RECORDS:
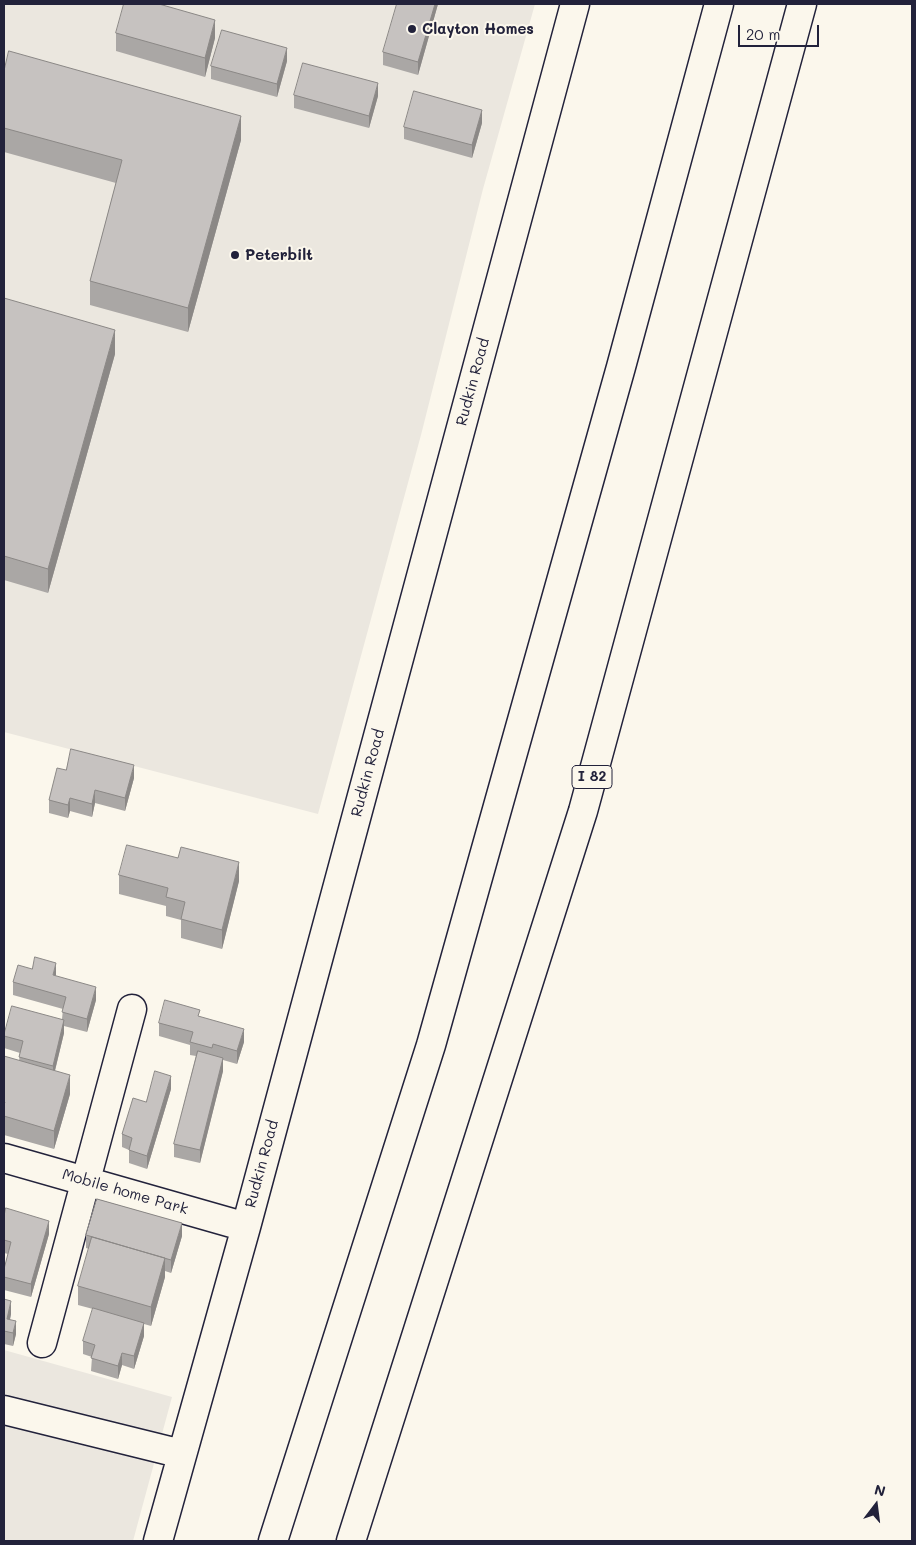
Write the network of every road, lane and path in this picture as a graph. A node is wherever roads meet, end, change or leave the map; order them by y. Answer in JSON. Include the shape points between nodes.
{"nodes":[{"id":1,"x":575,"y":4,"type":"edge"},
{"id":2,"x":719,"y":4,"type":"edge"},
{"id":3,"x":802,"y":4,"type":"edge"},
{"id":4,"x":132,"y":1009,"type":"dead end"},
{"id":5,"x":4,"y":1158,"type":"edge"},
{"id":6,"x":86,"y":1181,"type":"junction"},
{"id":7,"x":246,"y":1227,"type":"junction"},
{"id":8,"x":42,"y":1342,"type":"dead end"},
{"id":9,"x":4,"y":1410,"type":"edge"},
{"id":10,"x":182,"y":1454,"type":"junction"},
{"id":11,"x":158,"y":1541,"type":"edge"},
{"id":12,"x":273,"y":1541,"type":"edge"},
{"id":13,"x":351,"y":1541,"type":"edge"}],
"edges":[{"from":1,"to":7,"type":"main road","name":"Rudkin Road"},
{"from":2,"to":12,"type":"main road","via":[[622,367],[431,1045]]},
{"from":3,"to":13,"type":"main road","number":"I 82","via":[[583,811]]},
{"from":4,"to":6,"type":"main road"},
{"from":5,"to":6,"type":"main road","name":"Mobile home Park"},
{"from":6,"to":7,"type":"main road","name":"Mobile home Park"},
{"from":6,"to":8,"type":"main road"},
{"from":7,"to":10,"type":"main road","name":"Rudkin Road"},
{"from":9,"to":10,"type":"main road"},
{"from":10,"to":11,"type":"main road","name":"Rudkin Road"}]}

---

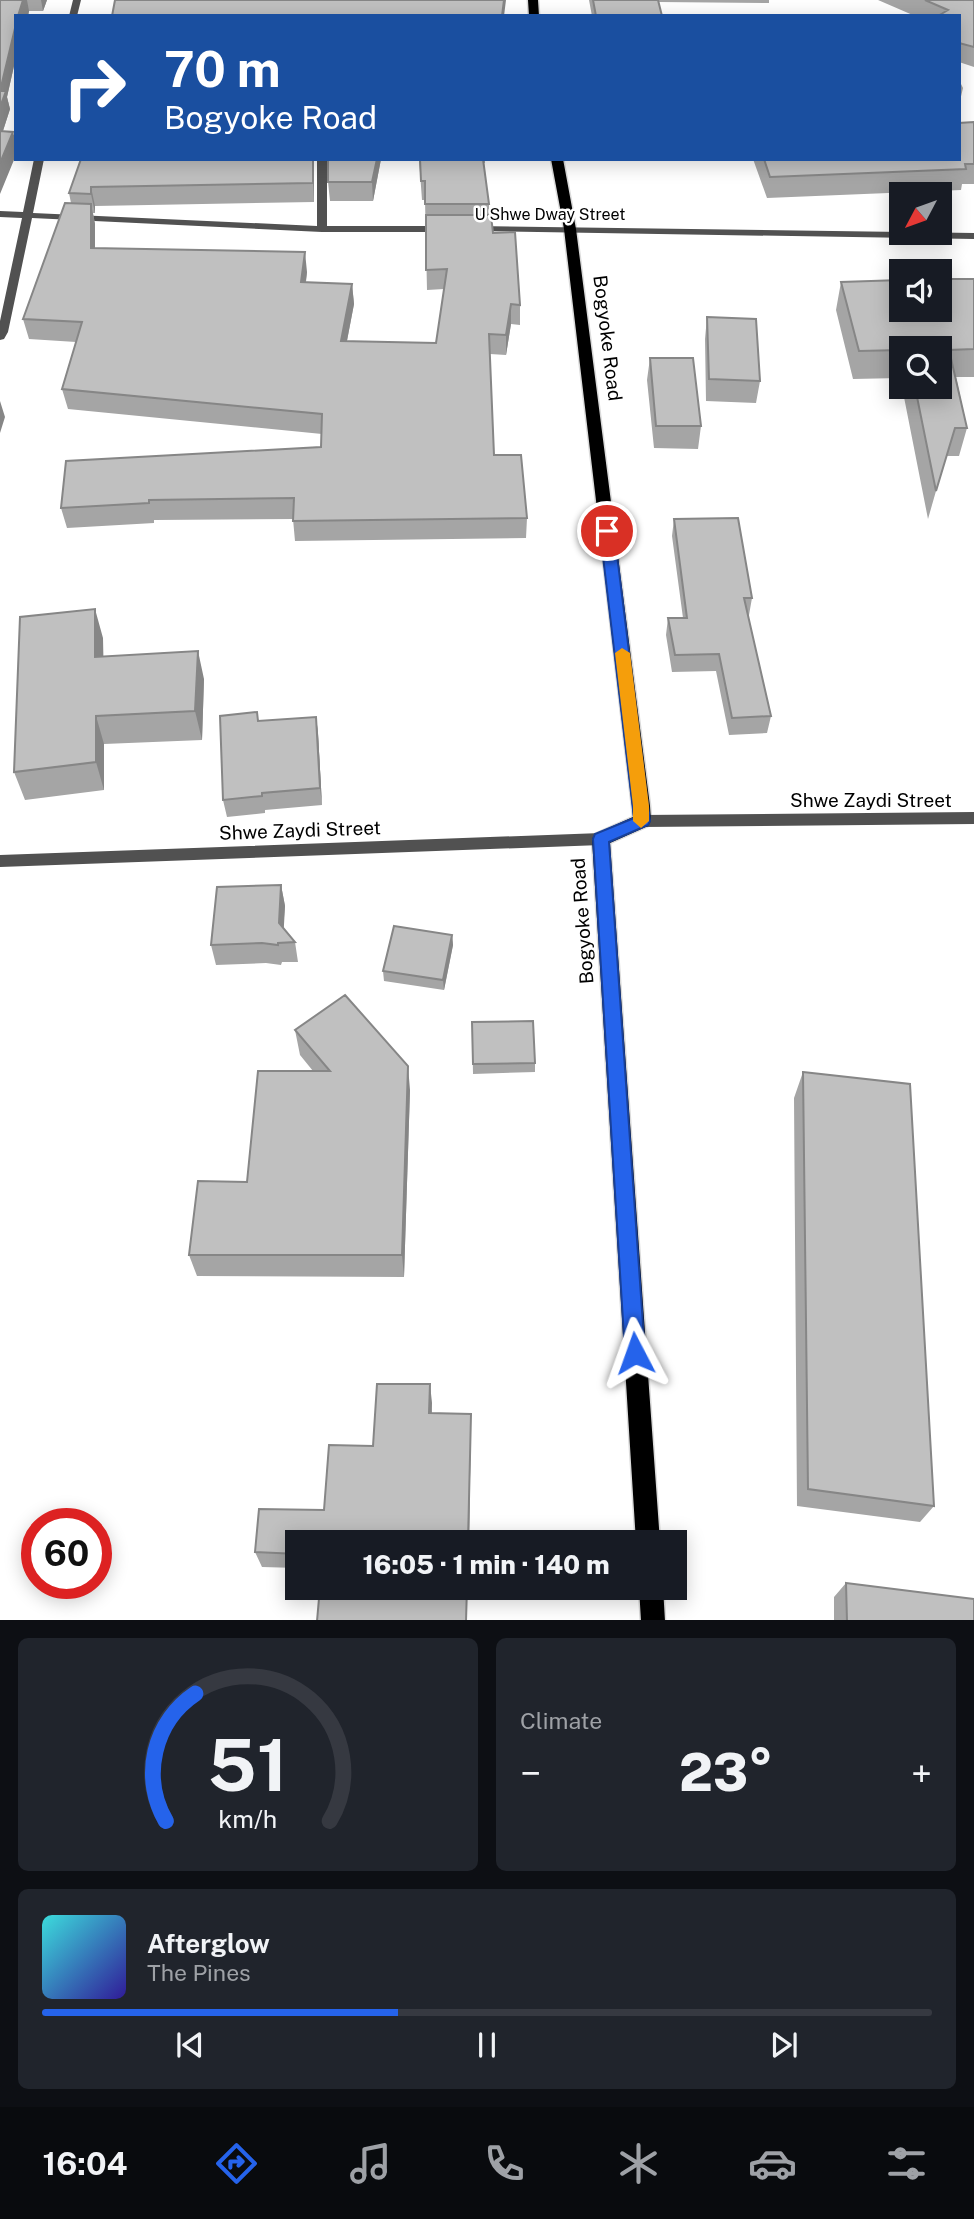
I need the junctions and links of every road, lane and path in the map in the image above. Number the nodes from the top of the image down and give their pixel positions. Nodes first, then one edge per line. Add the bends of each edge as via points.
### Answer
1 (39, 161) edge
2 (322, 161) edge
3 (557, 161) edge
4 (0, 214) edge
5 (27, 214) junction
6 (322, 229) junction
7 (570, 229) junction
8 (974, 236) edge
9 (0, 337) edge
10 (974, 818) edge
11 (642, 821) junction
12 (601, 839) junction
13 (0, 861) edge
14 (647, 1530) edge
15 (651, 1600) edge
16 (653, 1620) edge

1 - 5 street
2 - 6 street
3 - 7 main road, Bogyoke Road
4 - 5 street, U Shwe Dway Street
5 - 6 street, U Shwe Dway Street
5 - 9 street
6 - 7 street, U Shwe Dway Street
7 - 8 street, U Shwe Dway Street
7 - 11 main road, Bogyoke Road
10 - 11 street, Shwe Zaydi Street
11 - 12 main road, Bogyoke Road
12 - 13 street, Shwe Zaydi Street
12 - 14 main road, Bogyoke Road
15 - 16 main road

---

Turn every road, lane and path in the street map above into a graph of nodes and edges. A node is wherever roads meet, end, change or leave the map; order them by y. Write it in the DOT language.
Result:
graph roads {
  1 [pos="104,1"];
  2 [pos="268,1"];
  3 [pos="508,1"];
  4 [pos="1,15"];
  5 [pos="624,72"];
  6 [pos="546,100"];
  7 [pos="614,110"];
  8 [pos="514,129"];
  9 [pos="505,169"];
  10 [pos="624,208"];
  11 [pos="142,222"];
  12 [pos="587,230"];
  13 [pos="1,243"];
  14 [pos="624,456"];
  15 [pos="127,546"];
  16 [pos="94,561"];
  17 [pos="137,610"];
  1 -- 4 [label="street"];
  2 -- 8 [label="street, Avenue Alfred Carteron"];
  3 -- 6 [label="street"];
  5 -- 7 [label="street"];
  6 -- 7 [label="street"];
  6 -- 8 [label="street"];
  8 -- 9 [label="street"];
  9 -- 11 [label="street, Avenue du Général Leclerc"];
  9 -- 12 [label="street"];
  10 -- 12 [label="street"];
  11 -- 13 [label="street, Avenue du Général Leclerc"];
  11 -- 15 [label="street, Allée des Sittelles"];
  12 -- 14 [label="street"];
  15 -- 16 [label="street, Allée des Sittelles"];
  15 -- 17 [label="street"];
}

EXERCISE:
Please copy out every line of the preceding listing that carries "above".

SOLUTION TO THIS TASK:
I need the junctions and links of every road, lane and path in the map in the image above. Number the nodes from the top of the image down and give their pixel positions. Nodes first, then one edge per line. Add the bends of each edge as via points.
Turn every road, lane and path in the street map above into a graph of nodes and edges. A node is wherever roads meet, end, change or leave the map; order them by y. Write it in the DOT language.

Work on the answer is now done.